Transition troubles
Illustration: Phil Couzens

Transition troubles

The work of picking a cabinet is done, said Hatoyama Yukio Sunday. He is scheduled to meet with Ozawa Ichiro Monday to finalize the lineup.

It seems that Ozawa and Hatoyama are in disagreement over the appointment of Fujii Hirohisa as finance minister, perhaps because Fujii — despite having been close with Ozawa throughout the 1990s, following Ozawa out of the LDP and participating in his various parties before joining the DPJ with Ozawa — was one of a handful of prominent DPJ leaders who suggested that Ozawa ought to step down in response to the Nishimatsu scandal. (Although not a single story about Ozawa's disapproving of Fujii bothered to list a reason, leaving people like me to speculate.)

If that is in fact the reasoning behind Ozawa's opposition, then we're already seeing the potential downside of Ozawa's becoming the single greatest veto player within the DPJ, the "hyphen" between cabinet and ruling party. Ozawa's grudges should not be the basis for making cabinet appointments, especially one as important as the finance ministry — and a potential minister as capable as Fujii. Indeed, we can add another qualification to Fujii's already lengthy list: a willingness to stand up to Ozawa. This is precisely the quality that Hatoyama will need in a senior member of his cabinet.

In the process, the appointment of Fujii is the first test of whether Hatoyama can control Ozawa and force the incoming secretary-general to adhere to the will of the incoming prime minister.

Fujii is certainly speaking like a finance minister, with recent remarks about the DPJ's plans to roll back the Aso government's stimulus spending (see Ikeda Nobuo on the implications of these ideas in light of Keynesian economics). Perhaps Fujii's appearances discussing economic policy are a sign of Hatoyama's resolve to have Fujii in his cabinet.

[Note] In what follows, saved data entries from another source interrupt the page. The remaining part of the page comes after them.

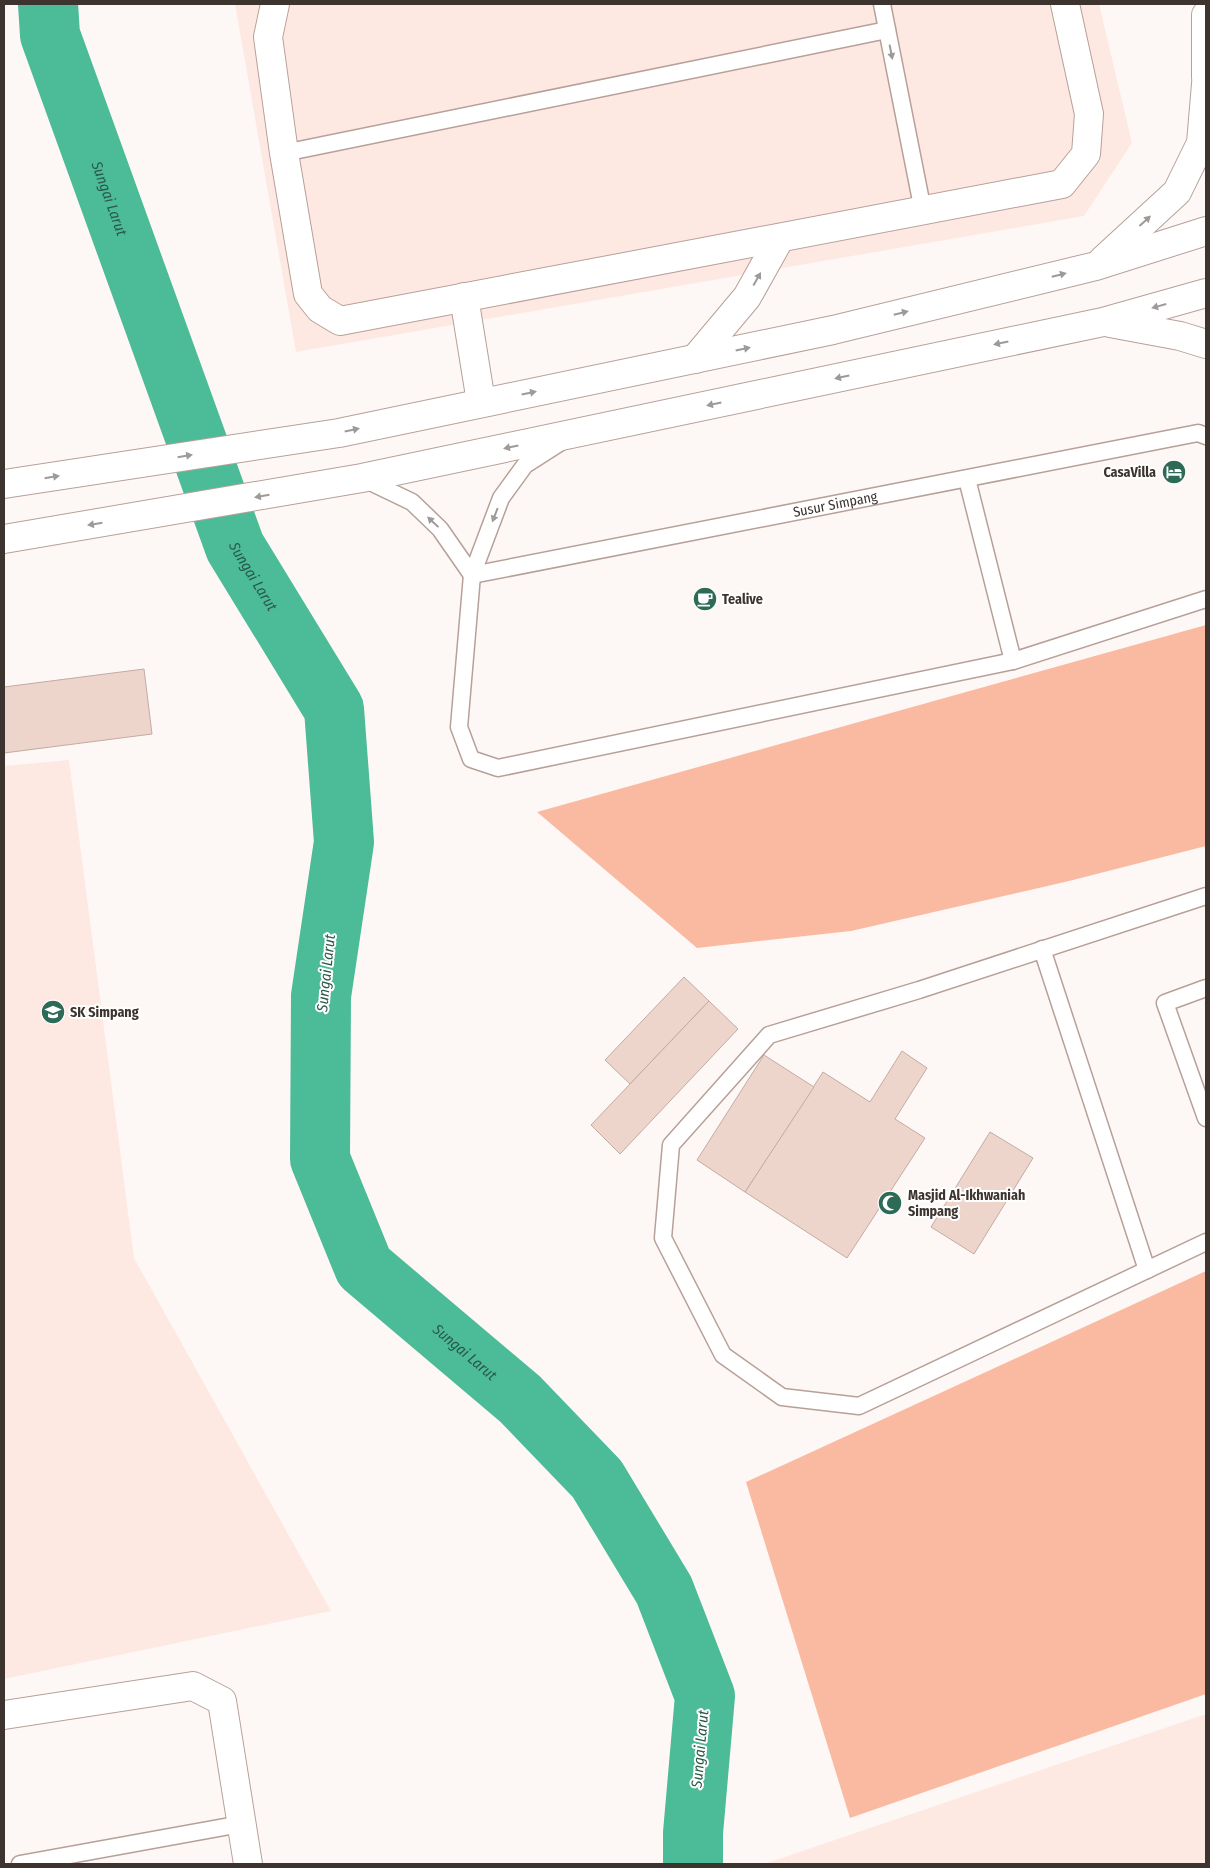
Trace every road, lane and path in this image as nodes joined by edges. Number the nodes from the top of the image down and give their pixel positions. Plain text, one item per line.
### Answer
1 (275, 4) edge
2 (882, 4) edge
3 (1065, 4) edge
4 (1206, 15) edge
5 (887, 30) junction
6 (1206, 77) edge
7 (1206, 84) edge
8 (284, 153) junction
9 (923, 211) junction
10 (1206, 231) edge
11 (780, 238) junction
12 (1096, 266) junction
13 (1206, 293) edge
14 (464, 297) junction
15 (1103, 322) junction
16 (1206, 344) edge
17 (695, 358) junction
18 (481, 402) junction
19 (576, 433) junction
20 (1202, 434) edge
21 (362, 478) junction
22 (967, 480) junction
23 (4, 484) edge
24 (4, 539) edge
25 (472, 575) junction
26 (1206, 599) edge
27 (1013, 661) junction
28 (1206, 896) edge
29 (1042, 949) junction
30 (1206, 988) edge
31 (1206, 1118) edge
32 (1206, 1242) edge
33 (1146, 1270) junction
34 (4, 1715) edge
35 (242, 1824) junction
36 (20, 1864) edge
37 (248, 1864) edge

1 - 8 main road
2 - 5 lane
3 - 9 main road
4 - 6 main road
5 - 8 lane
5 -> 9 lane
12 -> 7 main road
8 - 14 main road
9 - 11 main road
10 - 12 main road
11 - 14 main road
17 -> 11 main road
17 -> 12 main road
13 -> 15 main road
14 - 18 main road
15 - 16 main road
15 -> 19 main road
18 -> 17 main road
23 -> 18 main road
19 -> 21 main road
19 -> 25 lane
20 - 22 lane, Susur Simpang
21 -> 24 main road
25 -> 21 lane
22 - 25 lane, Susur Simpang
22 - 27 lane
25 - 27 lane
26 - 27 lane
28 - 29 lane
29 - 33 lane
29 - 33 lane
30 - 31 lane
32 - 33 lane
34 - 35 main road
35 - 36 lane
35 - 37 main road

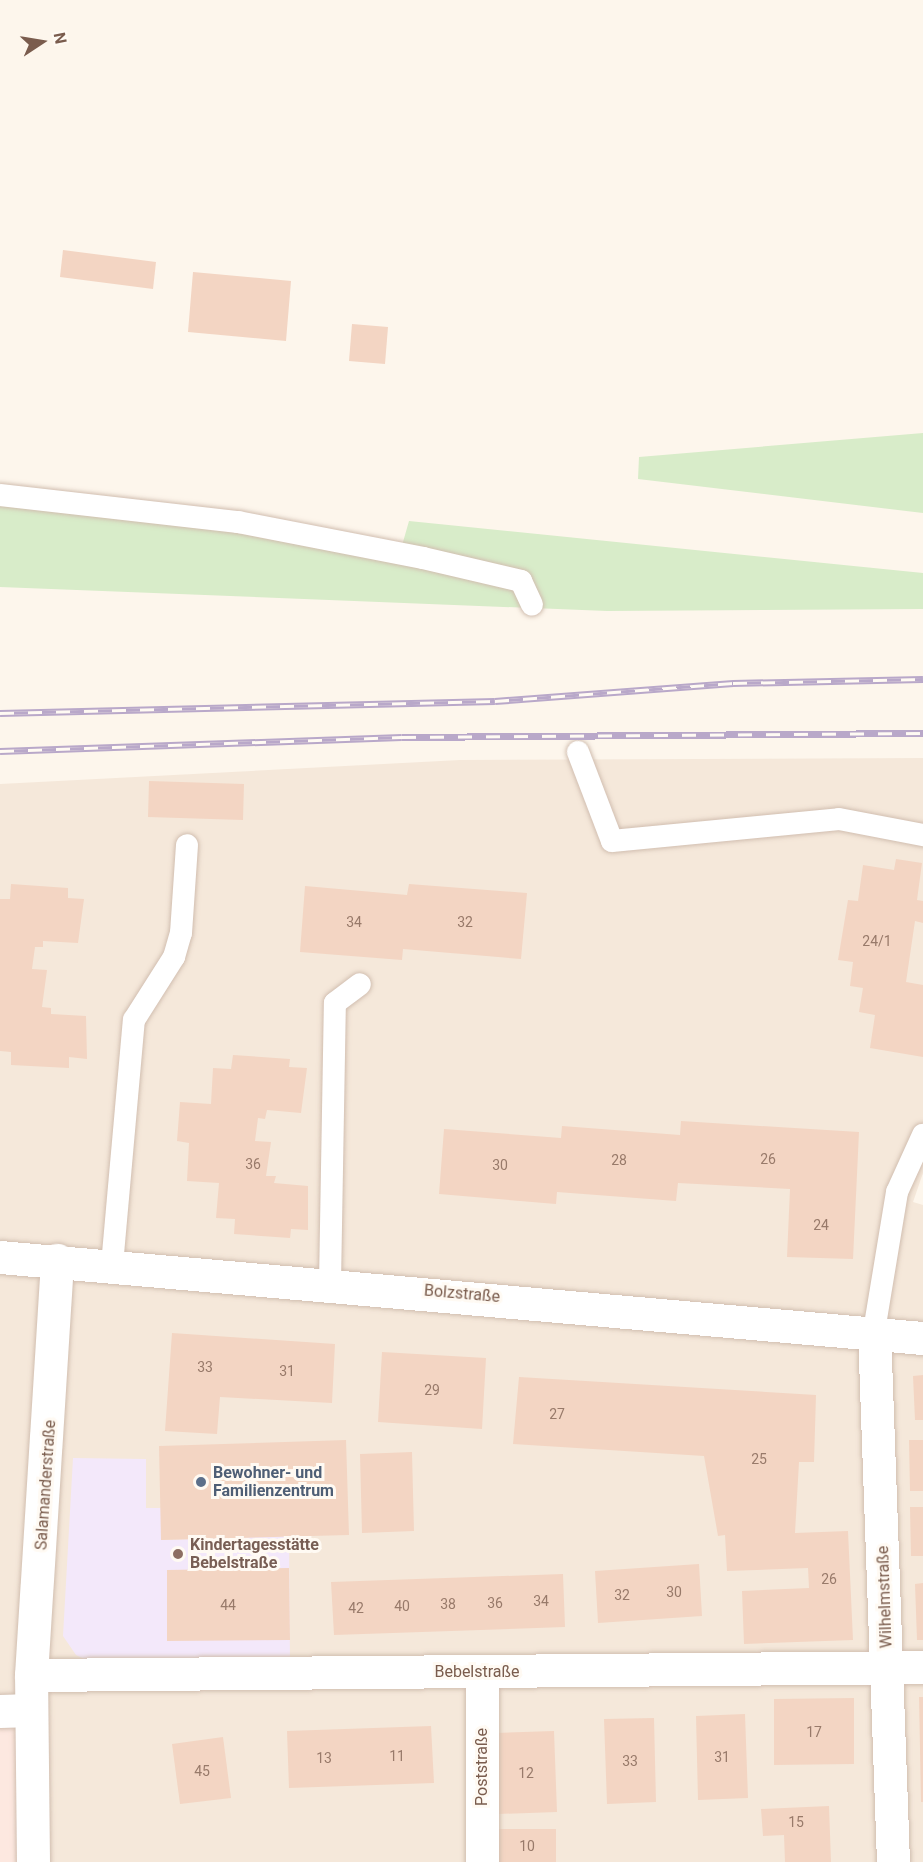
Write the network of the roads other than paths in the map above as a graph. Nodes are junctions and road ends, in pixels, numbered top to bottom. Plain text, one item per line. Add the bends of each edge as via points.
1 (0, 495) edge
2 (532, 605) dead end
3 (578, 752) dead end
4 (923, 835) edge
5 (187, 845) dead end
6 (360, 984) dead end
7 (923, 1135) edge
8 (0, 1257) edge
9 (57, 1260) junction
10 (112, 1265) junction
11 (330, 1283) junction
12 (874, 1331) junction
13 (923, 1338) edge
14 (923, 1667) edge
15 (888, 1668) junction
16 (482, 1672) junction
17 (31, 1675) junction
18 (15, 1711) edge
19 (33, 1862) edge
20 (482, 1862) edge
21 (893, 1862) edge

1 - 2 lane via 237,522 423,558 521,581
3 - 4 lane via 612,841 839,819
5 - 10 lane via 181,933 174,957 134,1020
6 - 11 lane via 335,1003
7 - 12 lane via 897,1192
8 - 9 street, Bolzstraße
9 - 10 street, Bolzstraße
9 - 17 street, Salamanderstraße
10 - 11 street, Bolzstraße
11 - 12 street, Bolzstraße
12 - 13 street, Bolzstraße
12 - 15 street, Wilhelmstraße
14 - 15 street, Bebelstraße
15 - 16 street, Bebelstraße
15 - 21 street, Wilhelmstraße
16 - 17 street, Bebelstraße
16 - 20 street, Poststraße
17 - 18 street, Salamanderstraße
18 - 19 street, Salamanderstraße

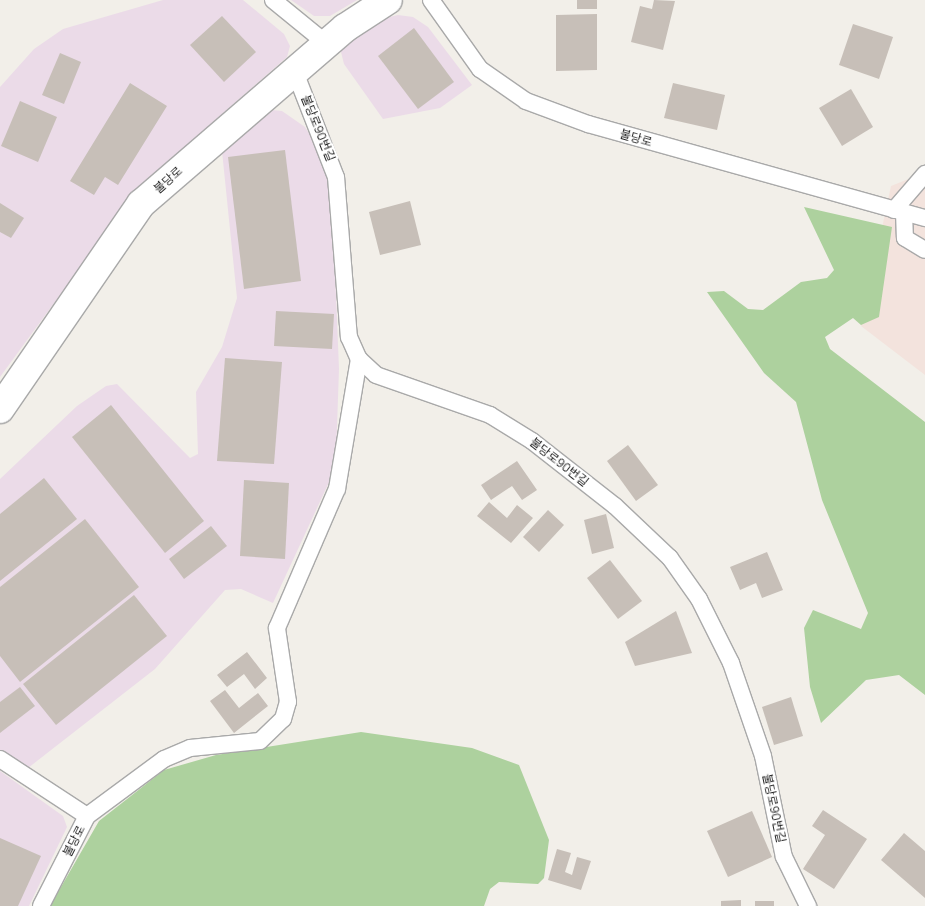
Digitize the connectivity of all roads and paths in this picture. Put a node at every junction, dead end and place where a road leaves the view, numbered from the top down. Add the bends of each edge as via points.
1 (273, 0) edge
2 (388, 0) edge
3 (431, 0) edge
4 (327, 44) junction
5 (295, 72) junction
6 (925, 174) edge
7 (894, 210) junction
8 (925, 218) edge
9 (925, 250) edge
10 (359, 359) junction
11 (0, 409) edge
12 (0, 759) edge
13 (87, 816) junction
14 (41, 906) edge
15 (808, 906) edge

1 - 4 lane
2 - 4 street, 불당로
3 - 7 lane, 불당로 via 480,69 526,101 588,124
4 - 5 street, 불당로
5 - 10 lane, 불당로90번길 via 336,177 349,337
5 - 11 street, 불당로 via 141,204
6 - 7 lane
7 - 8 lane, 불당로
7 - 9 lane via 905,238
10 - 13 lane via 337,489 277,628 288,702 284,719 260,741 190,748 164,759
10 - 15 lane, 불당로90번길 via 376,375 490,415 532,441 614,506 670,558 699,599 731,663 763,756 784,857
12 - 13 lane, 불당로
13 - 14 lane, 불당로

Sankei, meanwhile, suggests that there is also tension between Hatoyama and Okada Katsuya, his likely foreign minister, with Okada essentially criticizing for the same reason that I criticized Hatoyama and Kan before the election: saying too much too soon regarding foreign policy. (Okada also warned against the national strategy bureau becoming too powerful and usurping the work of appointed cabinet ministers, namely his own duties as foreign minister.)

For now, these grumblings are not reason to write off the Hatoyama government, but they are developments to watch. The Hatoyama cabinet will certainly not be a cabinet of Hatoyama's friends, which may be better for the government, but it will take careful management by the prime minister and senior cabinet ministers. Hatoyama is going to have to discipline his own cabinet: if he cannot get them to relinquish their vetoes over every policy decision, his government will fail. If Hatoyama actually wants to include cabinet committees — there will, after all, be at least one, the committee for coalition consultations within the cabinet — then he and Kan Naoto (perhaps the leading advocate of cabinet committees) ought to provide more details for how they'll work, how many there will be, etc.

Hatoyama will also have to address questions about what exactly he intends the national strategy bureau — Okada won't be the only cabinet minister wondering about how to relate to the office. With Kan in charge of the staff, I anticipate it will play more of a supporting role for cabinet committees than an entrepreneurial role in cabinet proceedings. But with only two days until Hatoyama is scheduled to be elected as prime minister, there are many outstanding questions about how the Hatoyama government will actually function.